The Old Fashioned, a most classic of cocktails that when made well never fails to impress. It’s simplicity is key, but that means the drink is really all about the ingredients, those 3 simple ingredients. But before I dive into the recipe let’s explore the history just a bit.
The history and nuance of an Old Fashioned is deep enough that whole books have been dedicated to the topic. The Old Fashioned by Robert Simonson is a great one to check out. My rundown will be much shorter, but I always think it’s interesting to have a bit of context for the things we make and consume.

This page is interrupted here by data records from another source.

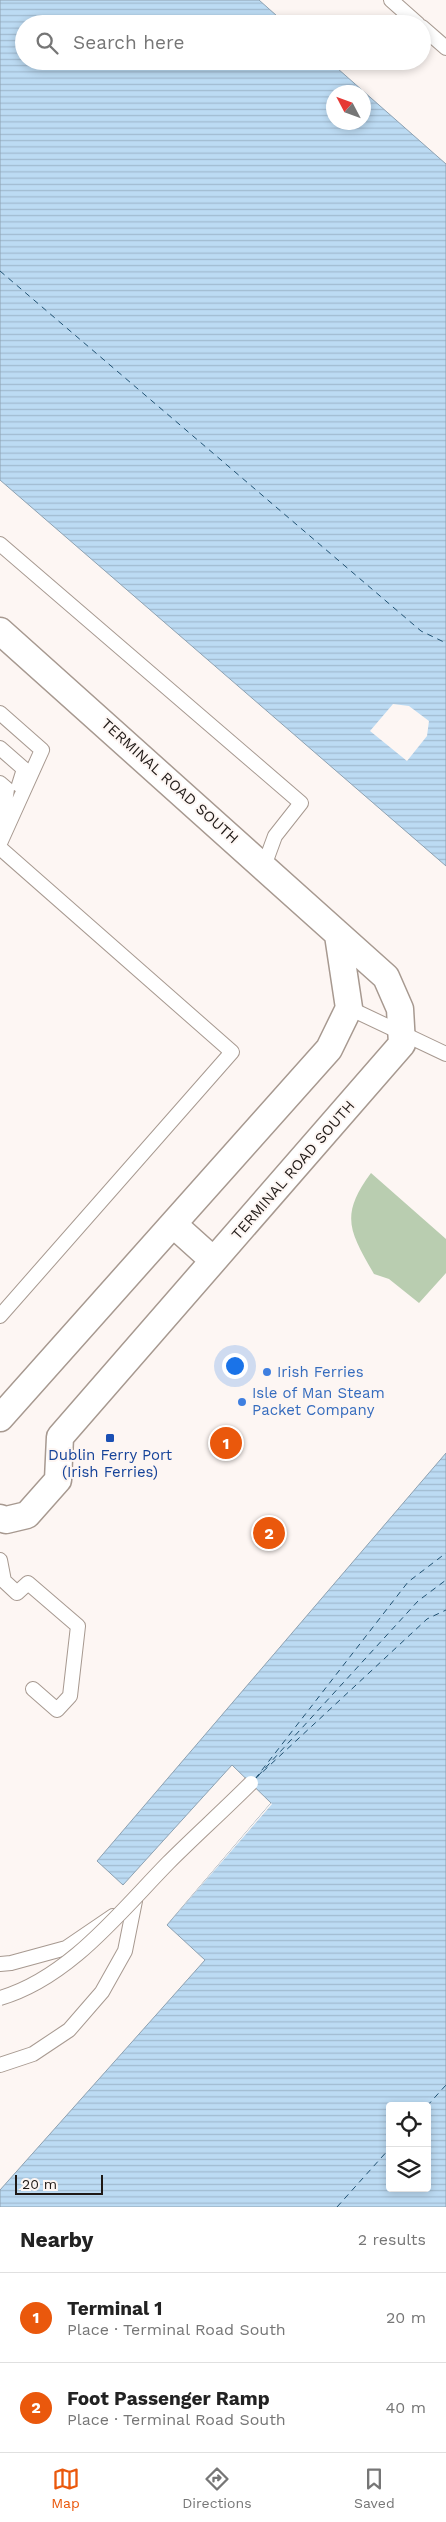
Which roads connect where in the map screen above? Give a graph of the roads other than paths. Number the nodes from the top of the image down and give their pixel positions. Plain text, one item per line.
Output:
1 (391, 0) edge
2 (408, 15) edge
3 (431, 35) edge
4 (446, 48) edge
5 (0, 544) edge
6 (0, 631) edge
7 (0, 713) edge
8 (0, 748) edge
9 (3, 786) edge
10 (0, 835) edge
11 (0, 842) edge
12 (0, 848) edge
13 (264, 866) junction
14 (338, 935) junction
15 (349, 1008) junction
16 (401, 1034) junction
17 (446, 1054) edge
18 (173, 1224) junction
19 (213, 1260) junction
20 (0, 1316) edge
21 (0, 1418) edge
22 (0, 1518) edge
23 (0, 1560) edge
24 (33, 1689) dead end
25 (135, 1901) junction
26 (0, 1964) edge
27 (0, 1998) edge
28 (0, 2065) edge

1 - 2 lane
3 - 4 lane
5 - 13 lane
6 - 13 street, TERMINAL ROAD SOUTH
7 - 11 lane
8 - 11 lane
9 - 10 lane
12 - 20 lane
13 - 14 street, TERMINAL ROAD SOUTH
14 - 15 street
14 - 16 street, TERMINAL ROAD SOUTH
15 - 16 lane
15 - 18 street
16 - 17 lane
16 - 19 street, TERMINAL ROAD SOUTH
18 - 19 street
18 - 21 street
19 - 22 street, TERMINAL ROAD SOUTH
23 - 24 lane
25 - 26 lane
25 - 27 lane, bridge
25 - 28 lane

The official origin of the Old Fashioned is debatable, but the prevailing story is that the drink first started being served in the early 1800’s, but the name came about in the mid-1800’s as a reaction to more complicated cocktails that were becoming popular at the time, ie. adding Chartreuse, Absinthe, Curacao or other liqueurs. Some traditionalists started asking for a cocktail in the old fashioned style - spirit, sugar, water, and bitters.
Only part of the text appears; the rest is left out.